A sanção ao projeto de inviolabilidade dos escritórios de advocacia, publicada ontem no Diário Oficial com três vetos ao texto, abriu uma nova divergência entre juízes, procuradores, advogados e governo.

Tudo porque o novo texto não diz expressamente que a polícia está proibida, mesmo com autorização judicial, de entrar no escritório de um advogado - que não é investigado - para buscar documentos essenciais para comprovar a autoria de crime cometido por cliente desse advogado.

O texto anterior liberava as operações de busca e apreensão nos escritórios com a única condição de que fossem autorizadas por um juiz, independentemente de o advogado ser ou não alvo de investigação.

VERSÕES
O texto novo definiu que os escritórios podem ser alvos de buscas quando houver indícios da prática de crime por parte de advogado.

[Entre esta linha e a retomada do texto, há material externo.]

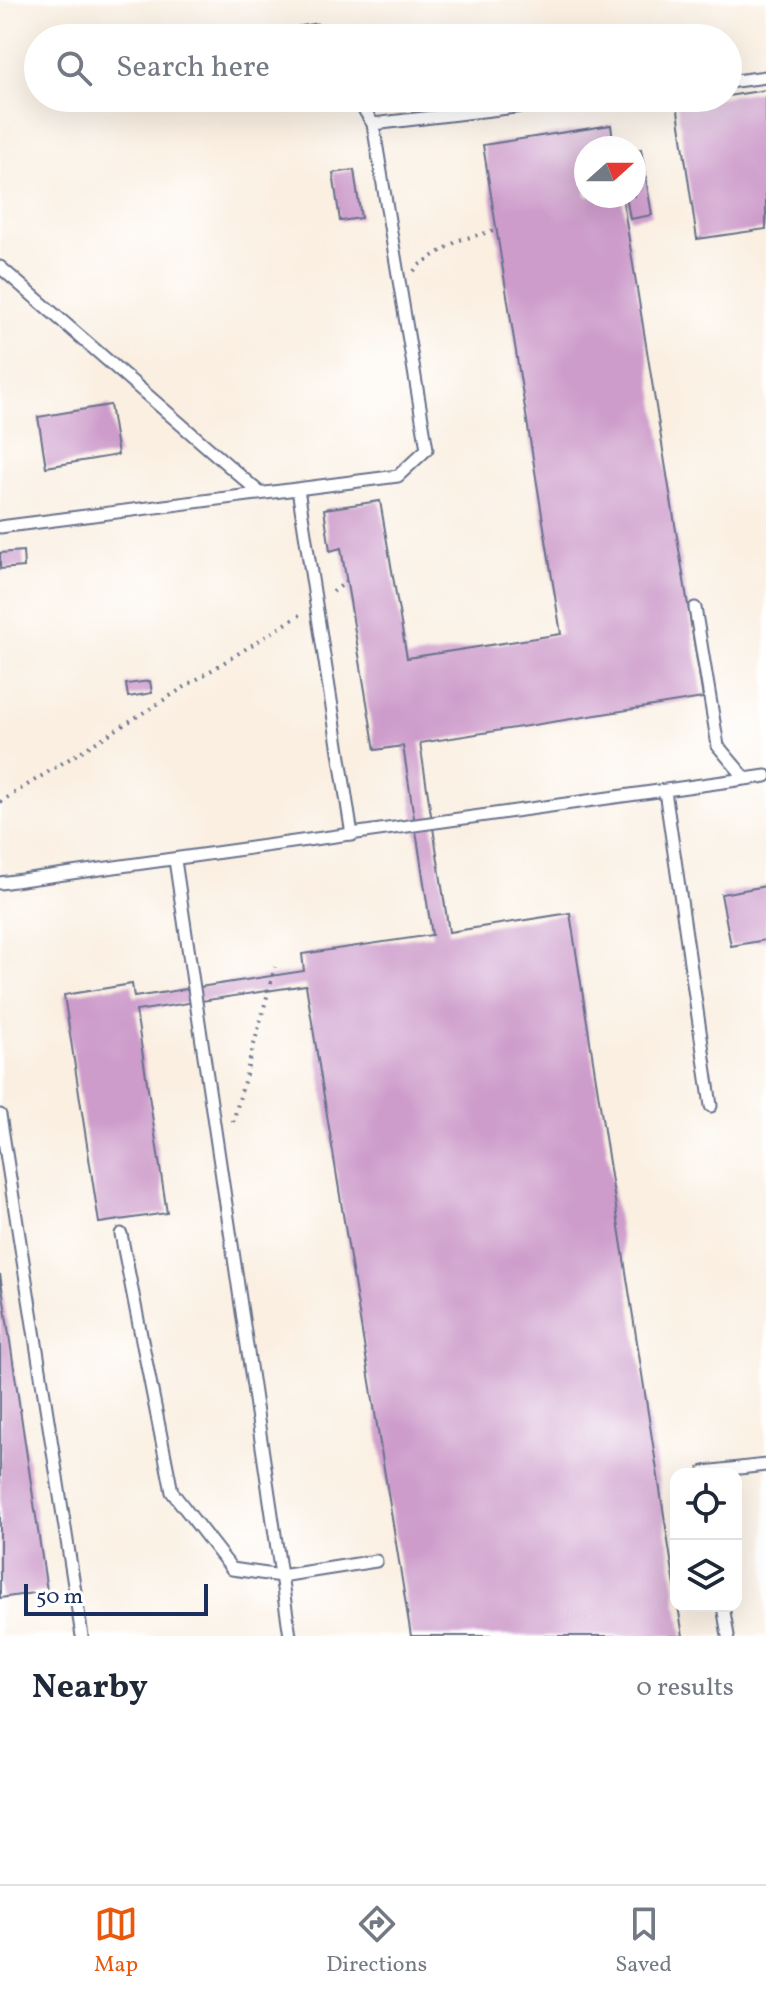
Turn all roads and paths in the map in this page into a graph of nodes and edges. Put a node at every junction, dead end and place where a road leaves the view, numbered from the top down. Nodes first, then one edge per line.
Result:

Porém, de acordo com juízes, não vedou outras motivações.

O presidente da Ordem dos Advogados do Brasil (OAB), Cezar Britto, defendeu a tese de que essas buscas ficaram proibidas com a mudança promovida na legislação.

"A lei é clara e estabelece que a única possibilidade de quebra da inviolabilidade é quando o advogado está sendo acusado da prática de um crime", afirmou.Para Britto, a sanção da lei, da forma como foi feita, significou "uma vitória da democracia".

Juízes, por sua vez, dizem que continuarão a ordenar buscas e apreensões quando julgarem necessário por não verem na nova redação uma proibição expressa para isso.

RUMO AO STF
No meio desse embate está o governo, que dá a sua versão de como interpreta a nova lei. Assessores do Ministério da Justiça que acompanharam a tramitação do texto afirmaram que a lei, de fato, não impede busca e apreensão nos escritórios se for necessário coletar uma prova, mesmo que o advogado não esteja sob investigação.

A divergência, adiantam os juízes e advogados, acabará no Supremo Tribunal Federal (STF), a quem caberá a última palavra nesse caso.

BUSCA DE PROVAS
A principal razão para a mudança no Estatuto dos Advogados foi colocar na lei o entendimento dos tribunais sobre o alcance da proteção aos escritórios de advocacia.

Alguns juízes permitiam, por exemplo, que conversas entre clientes e advogados fossem grampeadas. Outros determinavam que o computador de um advogado que não estava sob investigação fosse confiscado para buscar provas contra o cliente dele.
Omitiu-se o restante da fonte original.